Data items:
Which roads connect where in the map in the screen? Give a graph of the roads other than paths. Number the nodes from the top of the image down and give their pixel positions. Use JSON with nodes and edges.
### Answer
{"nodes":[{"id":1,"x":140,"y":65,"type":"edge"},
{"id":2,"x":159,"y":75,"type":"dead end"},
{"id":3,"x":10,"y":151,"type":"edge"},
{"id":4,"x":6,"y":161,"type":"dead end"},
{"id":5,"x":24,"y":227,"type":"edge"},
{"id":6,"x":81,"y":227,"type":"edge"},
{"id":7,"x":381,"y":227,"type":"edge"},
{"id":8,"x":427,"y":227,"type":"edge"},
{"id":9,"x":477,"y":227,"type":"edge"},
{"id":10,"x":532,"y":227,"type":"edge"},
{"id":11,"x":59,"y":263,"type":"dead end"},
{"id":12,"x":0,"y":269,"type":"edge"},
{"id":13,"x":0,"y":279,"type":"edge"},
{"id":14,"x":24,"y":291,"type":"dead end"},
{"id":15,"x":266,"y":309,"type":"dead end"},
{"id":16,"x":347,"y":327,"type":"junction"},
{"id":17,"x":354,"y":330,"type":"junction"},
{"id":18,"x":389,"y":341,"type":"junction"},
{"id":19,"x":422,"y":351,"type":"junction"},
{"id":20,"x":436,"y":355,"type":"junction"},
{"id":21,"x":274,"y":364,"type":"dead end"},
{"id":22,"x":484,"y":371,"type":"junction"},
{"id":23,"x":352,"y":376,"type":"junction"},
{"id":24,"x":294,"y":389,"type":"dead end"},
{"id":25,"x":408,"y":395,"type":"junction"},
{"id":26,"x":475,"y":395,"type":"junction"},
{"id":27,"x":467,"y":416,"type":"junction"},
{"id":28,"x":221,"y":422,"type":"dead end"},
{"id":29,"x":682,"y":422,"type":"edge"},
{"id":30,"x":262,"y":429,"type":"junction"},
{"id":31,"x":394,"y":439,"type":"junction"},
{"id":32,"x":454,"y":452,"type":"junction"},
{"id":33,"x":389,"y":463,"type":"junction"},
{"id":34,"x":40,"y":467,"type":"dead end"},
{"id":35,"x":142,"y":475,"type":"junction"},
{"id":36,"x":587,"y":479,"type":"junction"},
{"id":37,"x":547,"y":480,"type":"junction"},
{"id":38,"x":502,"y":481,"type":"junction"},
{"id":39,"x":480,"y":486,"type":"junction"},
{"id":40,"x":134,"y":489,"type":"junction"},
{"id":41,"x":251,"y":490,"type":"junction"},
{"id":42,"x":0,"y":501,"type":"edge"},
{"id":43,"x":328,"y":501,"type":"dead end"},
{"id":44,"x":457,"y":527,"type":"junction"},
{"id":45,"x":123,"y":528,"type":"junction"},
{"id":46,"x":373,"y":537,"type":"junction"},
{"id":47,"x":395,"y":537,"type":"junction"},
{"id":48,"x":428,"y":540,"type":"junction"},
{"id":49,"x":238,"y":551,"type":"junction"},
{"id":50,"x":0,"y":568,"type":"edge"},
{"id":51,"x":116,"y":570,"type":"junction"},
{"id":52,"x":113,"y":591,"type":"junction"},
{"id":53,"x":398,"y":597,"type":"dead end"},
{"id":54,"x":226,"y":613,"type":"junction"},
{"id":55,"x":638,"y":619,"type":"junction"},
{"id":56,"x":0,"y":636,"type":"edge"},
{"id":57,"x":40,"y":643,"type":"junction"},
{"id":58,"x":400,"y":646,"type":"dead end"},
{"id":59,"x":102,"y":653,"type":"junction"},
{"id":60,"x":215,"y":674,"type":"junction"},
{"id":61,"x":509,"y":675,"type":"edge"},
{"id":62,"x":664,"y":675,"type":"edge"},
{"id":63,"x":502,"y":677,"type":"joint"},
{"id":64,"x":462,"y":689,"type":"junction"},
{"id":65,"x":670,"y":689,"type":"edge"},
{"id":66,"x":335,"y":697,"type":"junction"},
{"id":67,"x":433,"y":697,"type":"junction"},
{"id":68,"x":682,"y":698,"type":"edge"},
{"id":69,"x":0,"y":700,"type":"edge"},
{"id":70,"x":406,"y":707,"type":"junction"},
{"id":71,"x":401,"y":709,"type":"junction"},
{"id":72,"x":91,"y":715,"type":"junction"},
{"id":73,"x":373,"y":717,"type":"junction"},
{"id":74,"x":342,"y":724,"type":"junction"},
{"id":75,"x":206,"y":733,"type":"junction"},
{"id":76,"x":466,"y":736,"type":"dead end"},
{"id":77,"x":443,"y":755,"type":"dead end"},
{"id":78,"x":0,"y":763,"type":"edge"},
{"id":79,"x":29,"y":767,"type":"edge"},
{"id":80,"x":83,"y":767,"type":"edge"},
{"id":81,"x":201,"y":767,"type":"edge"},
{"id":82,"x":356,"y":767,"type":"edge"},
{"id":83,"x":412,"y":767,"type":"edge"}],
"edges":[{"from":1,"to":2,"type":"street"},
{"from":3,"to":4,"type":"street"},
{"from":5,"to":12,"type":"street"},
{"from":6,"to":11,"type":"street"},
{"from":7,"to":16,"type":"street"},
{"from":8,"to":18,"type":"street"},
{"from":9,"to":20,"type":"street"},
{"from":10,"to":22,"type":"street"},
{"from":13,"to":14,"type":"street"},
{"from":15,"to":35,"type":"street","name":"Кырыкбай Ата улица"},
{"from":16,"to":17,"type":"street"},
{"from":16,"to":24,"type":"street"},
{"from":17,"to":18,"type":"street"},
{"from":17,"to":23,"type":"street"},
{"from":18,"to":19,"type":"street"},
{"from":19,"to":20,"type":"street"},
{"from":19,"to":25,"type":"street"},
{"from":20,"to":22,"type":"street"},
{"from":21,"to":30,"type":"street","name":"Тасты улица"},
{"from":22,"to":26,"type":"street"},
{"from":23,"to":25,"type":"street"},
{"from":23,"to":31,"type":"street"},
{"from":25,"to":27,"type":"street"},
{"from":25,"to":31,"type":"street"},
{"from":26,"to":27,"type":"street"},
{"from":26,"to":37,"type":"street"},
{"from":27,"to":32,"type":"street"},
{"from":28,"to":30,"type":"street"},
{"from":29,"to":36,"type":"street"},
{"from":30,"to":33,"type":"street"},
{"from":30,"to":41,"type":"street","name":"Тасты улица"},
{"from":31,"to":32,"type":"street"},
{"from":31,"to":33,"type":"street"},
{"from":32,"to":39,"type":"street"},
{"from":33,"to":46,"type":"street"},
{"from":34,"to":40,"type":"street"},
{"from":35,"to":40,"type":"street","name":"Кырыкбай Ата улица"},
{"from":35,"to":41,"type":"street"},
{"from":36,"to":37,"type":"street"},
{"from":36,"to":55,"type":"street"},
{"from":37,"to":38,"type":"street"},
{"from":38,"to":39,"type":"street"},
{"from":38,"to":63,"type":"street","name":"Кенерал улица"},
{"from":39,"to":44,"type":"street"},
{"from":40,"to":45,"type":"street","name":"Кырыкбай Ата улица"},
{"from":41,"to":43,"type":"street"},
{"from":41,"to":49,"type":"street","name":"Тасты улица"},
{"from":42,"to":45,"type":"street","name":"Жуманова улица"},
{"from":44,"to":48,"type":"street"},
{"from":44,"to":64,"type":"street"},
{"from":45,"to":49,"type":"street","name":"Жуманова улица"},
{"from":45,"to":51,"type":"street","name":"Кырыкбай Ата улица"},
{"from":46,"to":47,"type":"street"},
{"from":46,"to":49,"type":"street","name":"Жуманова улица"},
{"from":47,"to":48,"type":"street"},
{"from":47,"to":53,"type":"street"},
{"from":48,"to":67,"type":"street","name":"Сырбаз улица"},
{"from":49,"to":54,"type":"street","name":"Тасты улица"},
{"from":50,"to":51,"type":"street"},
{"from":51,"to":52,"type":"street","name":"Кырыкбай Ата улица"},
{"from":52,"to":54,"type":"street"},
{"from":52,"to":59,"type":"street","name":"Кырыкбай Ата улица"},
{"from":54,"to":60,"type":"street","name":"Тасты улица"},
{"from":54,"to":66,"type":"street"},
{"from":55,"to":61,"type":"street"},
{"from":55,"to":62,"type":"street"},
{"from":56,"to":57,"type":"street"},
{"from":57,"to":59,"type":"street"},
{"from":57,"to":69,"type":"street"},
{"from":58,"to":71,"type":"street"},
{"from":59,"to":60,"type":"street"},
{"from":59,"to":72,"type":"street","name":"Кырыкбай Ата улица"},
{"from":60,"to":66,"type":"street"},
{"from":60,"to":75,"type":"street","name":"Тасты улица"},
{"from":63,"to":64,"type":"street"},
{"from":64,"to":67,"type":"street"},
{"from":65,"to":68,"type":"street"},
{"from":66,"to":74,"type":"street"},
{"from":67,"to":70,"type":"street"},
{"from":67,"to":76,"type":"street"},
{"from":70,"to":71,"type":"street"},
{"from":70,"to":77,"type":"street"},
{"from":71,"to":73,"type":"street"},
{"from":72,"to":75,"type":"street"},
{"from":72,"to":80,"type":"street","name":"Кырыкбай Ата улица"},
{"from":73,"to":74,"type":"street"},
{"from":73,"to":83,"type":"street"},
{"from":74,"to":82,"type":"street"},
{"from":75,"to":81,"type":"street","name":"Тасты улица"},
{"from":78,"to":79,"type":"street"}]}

→ WHAT YOU NEED TO DO:
Return every line of the entries above that the string "Тасты" appears in.

→ OUTPUT FOR THIS EXERCISE:
{"from":21,"to":30,"type":"street","name":"Тасты улица"},
{"from":30,"to":41,"type":"street","name":"Тасты улица"},
{"from":41,"to":49,"type":"street","name":"Тасты улица"},
{"from":49,"to":54,"type":"street","name":"Тасты улица"},
{"from":54,"to":60,"type":"street","name":"Тасты улица"},
{"from":60,"to":75,"type":"street","name":"Тасты улица"},
{"from":75,"to":81,"type":"street","name":"Тасты улица"},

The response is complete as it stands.